In other words, if fewer of a pool's mortgages are defaulted on than the market expects, the price of the pool will rise. Therefore, in addition to attractive interest, non-agency mortgage backed securities can provide significant potential for capital gains—so long as an expert like Gundlach is selecting them.
This was apparent during the financial crisis, actually fomented by the real estate market, during which TCW Total Return performed better than its most similar peers, not just during the difficult investment environment of 2008, but also during the snapback year of 2009.
To manage risk, Gundlach combines exposure to non-agency mortgages, with considerable positions in agency mortgage-backed securities.
While a stronger economy might cause interest rates to rise, hurting agency mortgage-backed securities, it would probably decrease default rates and thus might even help the prices of non-agency mortgages. On the other hand, the government-backed mortgages would likely perform better in a weakening economy.
So, while he is careful to maintain exposure to both investment areas, Gundlach manages exposure such that, at times of high perceived credit risk, he favors non-agency mortgages, while during times of high perceived interest rate risk, he favors agency mortgages.
This contrarian mindset is one factor behind the above-average returns he has generated throughout the bulk of his career.

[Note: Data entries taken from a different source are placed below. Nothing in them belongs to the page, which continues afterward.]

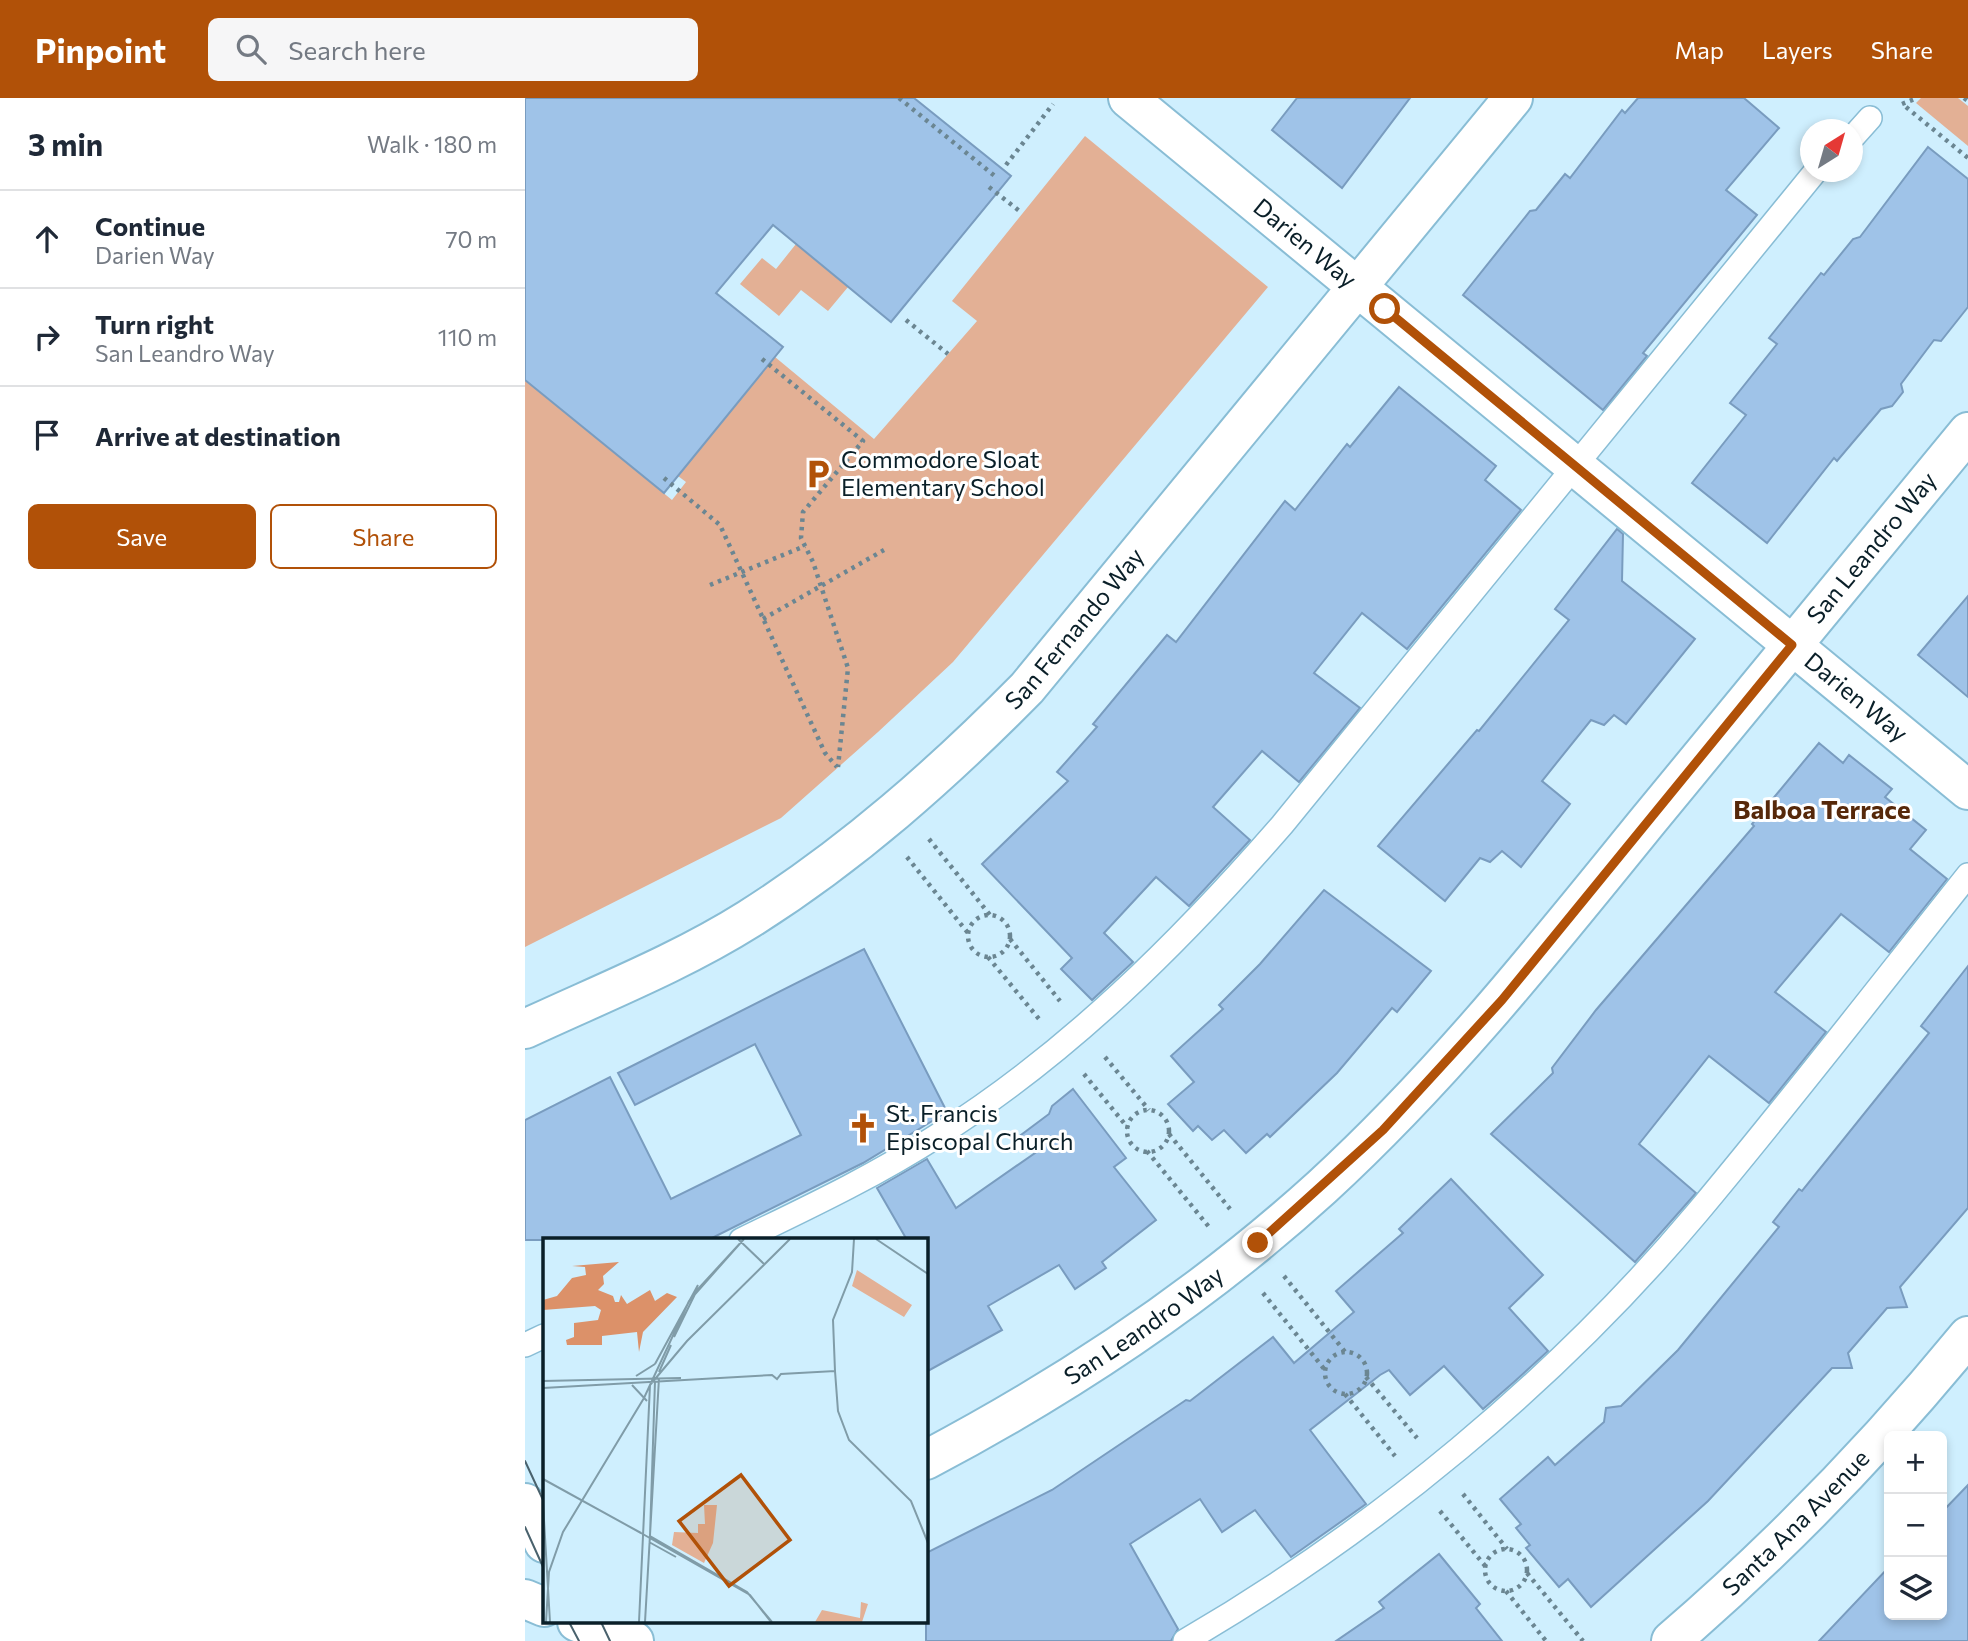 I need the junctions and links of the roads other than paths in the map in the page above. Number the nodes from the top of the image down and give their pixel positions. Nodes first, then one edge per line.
1 (1513, 98) edge
2 (1137, 101) edge
3 (1870, 118) dead end
4 (1863, 126) edge
5 (1807, 182) edge
6 (1358, 287) junction
7 (1968, 432) edge
8 (1576, 467) junction
9 (1792, 645) junction
10 (1968, 790) edge
11 (1968, 876) edge
12 (525, 1029) edge
13 (745, 1238) edge
14 (543, 1336) edge
15 (1968, 1336) edge
16 (525, 1345) edge
17 (927, 1459) edge
18 (525, 1503) edge
19 (543, 1541) edge
20 (525, 1599) edge
21 (543, 1607) edge
22 (584, 1626) edge
23 (634, 1641) edge
24 (1185, 1641) edge
25 (1671, 1641) edge

1 - 6 street, San Fernando Way
2 - 6 street, Darien Way
3 - 4 lane
5 - 8 lane
6 - 8 street, Darien Way
6 - 12 street, San Fernando Way
7 - 9 street, San Leandro Way
8 - 9 street, Darien Way
8 - 13 lane
9 - 10 street, Darien Way
9 - 17 street, San Leandro Way
11 - 24 lane
14 - 16 lane
15 - 25 street, Santa Ana Avenue
18 - 19 street
20 - 21 street
22 - 23 street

As of July 31, DoubleLine Total Return actually had more exposure to the agency markets than to non-agency. The fund had 47% of assets in agency mortgages, along with 5% in US Treasuries and nearly 12% in cash.
Non-agency mortgage products accounted for about a third of assets. Securities with credit ratings of below investment grade accounted for about a quarter of total assets. Duration, a measure of sensitivity to changes in interest rates, was moderate (on the shorter end of the intermediate range).
DoubleLine also attempts to produce returns through sub-sector selection, as well as superior selection of individual securities. The company has more than 100 team members, including 65 investment professionals.
The N class has a minimum of $2,000 and an expense ratio of 0.73%. The SEC yield is 4.13%. Through August 30, the fund has lost 1.1% in 2013, versus a loss of 2.8% for the Barclays Aggregate.